(Saved entries)
----------------------------------------
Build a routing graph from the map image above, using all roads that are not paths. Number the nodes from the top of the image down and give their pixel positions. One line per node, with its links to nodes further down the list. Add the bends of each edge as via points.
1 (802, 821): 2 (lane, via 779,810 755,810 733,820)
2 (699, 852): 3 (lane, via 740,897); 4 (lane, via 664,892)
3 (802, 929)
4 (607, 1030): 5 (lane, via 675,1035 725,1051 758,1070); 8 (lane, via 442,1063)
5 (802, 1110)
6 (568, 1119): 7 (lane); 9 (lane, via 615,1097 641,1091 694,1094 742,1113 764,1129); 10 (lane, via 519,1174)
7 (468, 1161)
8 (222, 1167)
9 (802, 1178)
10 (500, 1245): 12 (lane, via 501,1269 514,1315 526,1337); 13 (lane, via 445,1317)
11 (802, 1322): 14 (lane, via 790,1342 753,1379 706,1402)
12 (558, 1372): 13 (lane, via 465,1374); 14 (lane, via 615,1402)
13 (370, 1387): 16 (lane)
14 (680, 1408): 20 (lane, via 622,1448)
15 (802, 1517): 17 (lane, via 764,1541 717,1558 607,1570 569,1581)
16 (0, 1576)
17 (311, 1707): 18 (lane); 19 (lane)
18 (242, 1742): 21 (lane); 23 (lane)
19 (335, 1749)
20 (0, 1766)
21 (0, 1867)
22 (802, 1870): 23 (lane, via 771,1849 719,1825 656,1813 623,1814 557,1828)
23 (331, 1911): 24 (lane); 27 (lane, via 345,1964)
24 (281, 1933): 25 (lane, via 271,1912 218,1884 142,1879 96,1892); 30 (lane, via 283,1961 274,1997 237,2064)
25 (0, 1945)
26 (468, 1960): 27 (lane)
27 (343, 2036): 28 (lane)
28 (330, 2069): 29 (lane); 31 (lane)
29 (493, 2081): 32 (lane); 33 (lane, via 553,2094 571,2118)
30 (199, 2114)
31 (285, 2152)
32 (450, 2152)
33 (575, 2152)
----------------------------------------
[Brief]
Copy each line above exactly as it stands.

[Written solution]
Build a routing graph from the map image above, using all roads that are not paths. Number the nodes from the top of the image down and give their pixel positions. One line per node, with its links to nodes further down the list. Add the bends of each edge as via points.
1 (802, 821): 2 (lane, via 779,810 755,810 733,820)
2 (699, 852): 3 (lane, via 740,897); 4 (lane, via 664,892)
3 (802, 929)
4 (607, 1030): 5 (lane, via 675,1035 725,1051 758,1070); 8 (lane, via 442,1063)
5 (802, 1110)
6 (568, 1119): 7 (lane); 9 (lane, via 615,1097 641,1091 694,1094 742,1113 764,1129); 10 (lane, via 519,1174)
7 (468, 1161)
8 (222, 1167)
9 (802, 1178)
10 (500, 1245): 12 (lane, via 501,1269 514,1315 526,1337); 13 (lane, via 445,1317)
11 (802, 1322): 14 (lane, via 790,1342 753,1379 706,1402)
12 (558, 1372): 13 (lane, via 465,1374); 14 (lane, via 615,1402)
13 (370, 1387): 16 (lane)
14 (680, 1408): 20 (lane, via 622,1448)
15 (802, 1517): 17 (lane, via 764,1541 717,1558 607,1570 569,1581)
16 (0, 1576)
17 (311, 1707): 18 (lane); 19 (lane)
18 (242, 1742): 21 (lane); 23 (lane)
19 (335, 1749)
20 (0, 1766)
21 (0, 1867)
22 (802, 1870): 23 (lane, via 771,1849 719,1825 656,1813 623,1814 557,1828)
23 (331, 1911): 24 (lane); 27 (lane, via 345,1964)
24 (281, 1933): 25 (lane, via 271,1912 218,1884 142,1879 96,1892); 30 (lane, via 283,1961 274,1997 237,2064)
25 (0, 1945)
26 (468, 1960): 27 (lane)
27 (343, 2036): 28 (lane)
28 (330, 2069): 29 (lane); 31 (lane)
29 (493, 2081): 32 (lane); 33 (lane, via 553,2094 571,2118)
30 (199, 2114)
31 (285, 2152)
32 (450, 2152)
33 (575, 2152)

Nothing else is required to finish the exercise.